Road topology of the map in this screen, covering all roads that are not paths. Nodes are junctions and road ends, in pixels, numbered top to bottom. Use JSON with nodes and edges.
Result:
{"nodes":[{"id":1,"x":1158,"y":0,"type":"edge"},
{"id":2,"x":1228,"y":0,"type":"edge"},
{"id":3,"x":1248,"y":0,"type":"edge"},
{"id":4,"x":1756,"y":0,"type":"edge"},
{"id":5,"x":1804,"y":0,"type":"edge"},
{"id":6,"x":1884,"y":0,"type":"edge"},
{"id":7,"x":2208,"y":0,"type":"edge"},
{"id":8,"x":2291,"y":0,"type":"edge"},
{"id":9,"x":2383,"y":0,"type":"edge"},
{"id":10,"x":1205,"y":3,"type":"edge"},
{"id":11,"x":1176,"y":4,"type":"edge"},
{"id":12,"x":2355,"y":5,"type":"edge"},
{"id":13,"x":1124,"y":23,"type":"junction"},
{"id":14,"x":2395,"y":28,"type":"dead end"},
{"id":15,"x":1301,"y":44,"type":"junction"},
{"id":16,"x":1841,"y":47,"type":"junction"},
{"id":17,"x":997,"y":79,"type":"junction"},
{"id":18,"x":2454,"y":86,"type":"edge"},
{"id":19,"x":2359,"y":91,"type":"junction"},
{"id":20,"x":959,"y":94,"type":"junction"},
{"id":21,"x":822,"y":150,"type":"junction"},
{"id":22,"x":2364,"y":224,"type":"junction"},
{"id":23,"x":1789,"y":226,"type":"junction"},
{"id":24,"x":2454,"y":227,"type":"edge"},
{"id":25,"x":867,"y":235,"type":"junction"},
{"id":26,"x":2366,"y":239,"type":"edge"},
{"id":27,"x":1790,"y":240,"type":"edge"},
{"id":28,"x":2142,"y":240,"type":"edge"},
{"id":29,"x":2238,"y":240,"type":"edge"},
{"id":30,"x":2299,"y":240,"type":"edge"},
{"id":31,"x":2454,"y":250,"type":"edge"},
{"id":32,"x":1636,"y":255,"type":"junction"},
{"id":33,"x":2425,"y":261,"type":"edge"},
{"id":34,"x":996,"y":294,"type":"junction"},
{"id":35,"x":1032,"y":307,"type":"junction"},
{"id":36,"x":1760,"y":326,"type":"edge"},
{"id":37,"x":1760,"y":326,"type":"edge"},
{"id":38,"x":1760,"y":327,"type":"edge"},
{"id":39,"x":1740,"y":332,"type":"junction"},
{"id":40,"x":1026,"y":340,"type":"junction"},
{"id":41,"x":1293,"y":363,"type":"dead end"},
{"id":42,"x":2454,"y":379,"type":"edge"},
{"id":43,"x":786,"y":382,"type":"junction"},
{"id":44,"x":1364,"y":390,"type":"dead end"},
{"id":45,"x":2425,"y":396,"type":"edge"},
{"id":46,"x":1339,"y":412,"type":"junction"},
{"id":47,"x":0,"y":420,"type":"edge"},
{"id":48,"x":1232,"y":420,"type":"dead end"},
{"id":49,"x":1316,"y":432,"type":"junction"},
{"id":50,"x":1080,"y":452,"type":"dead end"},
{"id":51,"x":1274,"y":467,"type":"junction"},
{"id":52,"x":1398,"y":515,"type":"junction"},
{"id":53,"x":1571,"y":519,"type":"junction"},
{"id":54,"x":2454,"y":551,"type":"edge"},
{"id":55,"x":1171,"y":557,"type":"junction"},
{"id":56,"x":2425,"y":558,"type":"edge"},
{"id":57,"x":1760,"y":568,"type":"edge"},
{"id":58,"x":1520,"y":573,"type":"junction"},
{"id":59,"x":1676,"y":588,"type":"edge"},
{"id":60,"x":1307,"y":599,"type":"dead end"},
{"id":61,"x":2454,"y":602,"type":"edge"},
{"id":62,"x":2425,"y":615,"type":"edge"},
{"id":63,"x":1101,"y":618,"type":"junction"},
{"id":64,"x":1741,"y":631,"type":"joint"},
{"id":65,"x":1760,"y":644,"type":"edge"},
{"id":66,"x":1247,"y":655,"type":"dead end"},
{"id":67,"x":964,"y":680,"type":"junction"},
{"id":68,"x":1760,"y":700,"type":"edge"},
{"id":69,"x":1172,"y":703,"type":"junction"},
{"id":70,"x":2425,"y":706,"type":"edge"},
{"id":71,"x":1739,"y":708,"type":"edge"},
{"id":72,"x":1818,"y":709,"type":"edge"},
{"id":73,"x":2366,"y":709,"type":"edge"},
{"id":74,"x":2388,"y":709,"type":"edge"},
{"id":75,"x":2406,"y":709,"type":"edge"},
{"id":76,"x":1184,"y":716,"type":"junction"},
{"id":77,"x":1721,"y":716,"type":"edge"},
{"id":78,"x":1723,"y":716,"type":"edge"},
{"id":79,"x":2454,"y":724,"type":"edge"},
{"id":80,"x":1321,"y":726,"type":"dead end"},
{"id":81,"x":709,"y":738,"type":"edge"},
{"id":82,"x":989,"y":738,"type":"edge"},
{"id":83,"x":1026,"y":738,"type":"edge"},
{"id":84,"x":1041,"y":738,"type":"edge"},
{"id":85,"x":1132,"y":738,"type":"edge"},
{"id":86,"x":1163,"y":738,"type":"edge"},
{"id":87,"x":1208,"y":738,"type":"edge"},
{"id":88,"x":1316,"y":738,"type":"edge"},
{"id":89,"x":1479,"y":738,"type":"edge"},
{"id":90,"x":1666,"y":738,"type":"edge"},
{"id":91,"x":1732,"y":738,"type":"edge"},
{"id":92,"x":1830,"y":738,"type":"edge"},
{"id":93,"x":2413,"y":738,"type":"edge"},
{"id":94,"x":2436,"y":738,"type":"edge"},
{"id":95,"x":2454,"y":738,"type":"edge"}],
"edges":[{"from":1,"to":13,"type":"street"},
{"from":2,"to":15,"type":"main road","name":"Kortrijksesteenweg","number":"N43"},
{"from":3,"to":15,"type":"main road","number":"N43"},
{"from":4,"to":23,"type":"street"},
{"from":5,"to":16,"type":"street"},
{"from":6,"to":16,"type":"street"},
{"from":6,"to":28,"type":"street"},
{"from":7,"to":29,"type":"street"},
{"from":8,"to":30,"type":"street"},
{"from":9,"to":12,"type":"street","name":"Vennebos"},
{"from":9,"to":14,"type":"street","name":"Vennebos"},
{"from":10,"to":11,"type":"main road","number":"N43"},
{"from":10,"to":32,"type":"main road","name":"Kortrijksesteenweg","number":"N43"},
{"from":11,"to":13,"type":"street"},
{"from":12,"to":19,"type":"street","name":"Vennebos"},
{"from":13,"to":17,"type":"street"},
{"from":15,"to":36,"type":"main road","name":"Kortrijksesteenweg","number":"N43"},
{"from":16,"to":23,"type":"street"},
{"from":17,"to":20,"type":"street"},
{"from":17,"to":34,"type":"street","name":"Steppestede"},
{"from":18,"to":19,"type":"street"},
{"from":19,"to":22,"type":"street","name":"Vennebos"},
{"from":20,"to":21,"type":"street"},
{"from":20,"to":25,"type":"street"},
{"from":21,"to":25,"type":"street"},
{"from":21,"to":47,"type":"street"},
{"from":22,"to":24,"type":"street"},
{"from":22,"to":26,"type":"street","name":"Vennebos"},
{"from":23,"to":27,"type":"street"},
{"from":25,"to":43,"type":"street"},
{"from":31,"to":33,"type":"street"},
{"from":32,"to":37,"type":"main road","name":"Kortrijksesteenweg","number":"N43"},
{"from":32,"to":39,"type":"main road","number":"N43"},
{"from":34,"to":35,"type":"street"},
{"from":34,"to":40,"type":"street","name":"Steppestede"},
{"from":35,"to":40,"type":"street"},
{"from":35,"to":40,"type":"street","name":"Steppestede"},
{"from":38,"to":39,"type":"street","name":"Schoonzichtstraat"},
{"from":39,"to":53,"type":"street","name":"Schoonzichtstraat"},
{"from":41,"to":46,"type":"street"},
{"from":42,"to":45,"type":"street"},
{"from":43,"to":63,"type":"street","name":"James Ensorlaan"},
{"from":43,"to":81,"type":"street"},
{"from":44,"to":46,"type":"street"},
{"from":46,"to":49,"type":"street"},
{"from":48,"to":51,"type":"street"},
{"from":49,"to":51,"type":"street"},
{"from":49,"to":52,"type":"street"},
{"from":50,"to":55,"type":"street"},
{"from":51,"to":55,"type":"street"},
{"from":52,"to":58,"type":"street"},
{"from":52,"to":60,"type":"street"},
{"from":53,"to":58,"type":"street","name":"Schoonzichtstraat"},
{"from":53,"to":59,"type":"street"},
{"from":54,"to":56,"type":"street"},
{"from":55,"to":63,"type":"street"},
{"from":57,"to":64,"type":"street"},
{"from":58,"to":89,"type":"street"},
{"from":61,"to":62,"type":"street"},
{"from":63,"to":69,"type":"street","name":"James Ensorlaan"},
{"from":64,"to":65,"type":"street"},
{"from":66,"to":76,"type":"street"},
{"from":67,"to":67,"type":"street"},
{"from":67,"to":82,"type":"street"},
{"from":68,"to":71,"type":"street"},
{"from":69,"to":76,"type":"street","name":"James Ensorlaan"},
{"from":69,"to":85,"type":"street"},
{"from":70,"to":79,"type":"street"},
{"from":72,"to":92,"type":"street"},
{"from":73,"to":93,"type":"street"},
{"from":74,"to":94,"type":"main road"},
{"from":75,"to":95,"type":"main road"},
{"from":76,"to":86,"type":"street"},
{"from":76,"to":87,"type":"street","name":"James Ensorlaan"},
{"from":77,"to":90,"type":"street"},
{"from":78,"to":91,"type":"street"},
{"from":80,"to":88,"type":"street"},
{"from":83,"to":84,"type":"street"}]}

◆ Work to complete
Please show each line in the records above that contains "nodes".

◆ Answer space
Road topology of the map in this screen, covering all roads that are not paths. Nodes are junctions and road ends, in pixels, numbered top to bottom. Use JSON with nodes and edges.
{"nodes":[{"id":1,"x":1158,"y":0,"type":"edge"},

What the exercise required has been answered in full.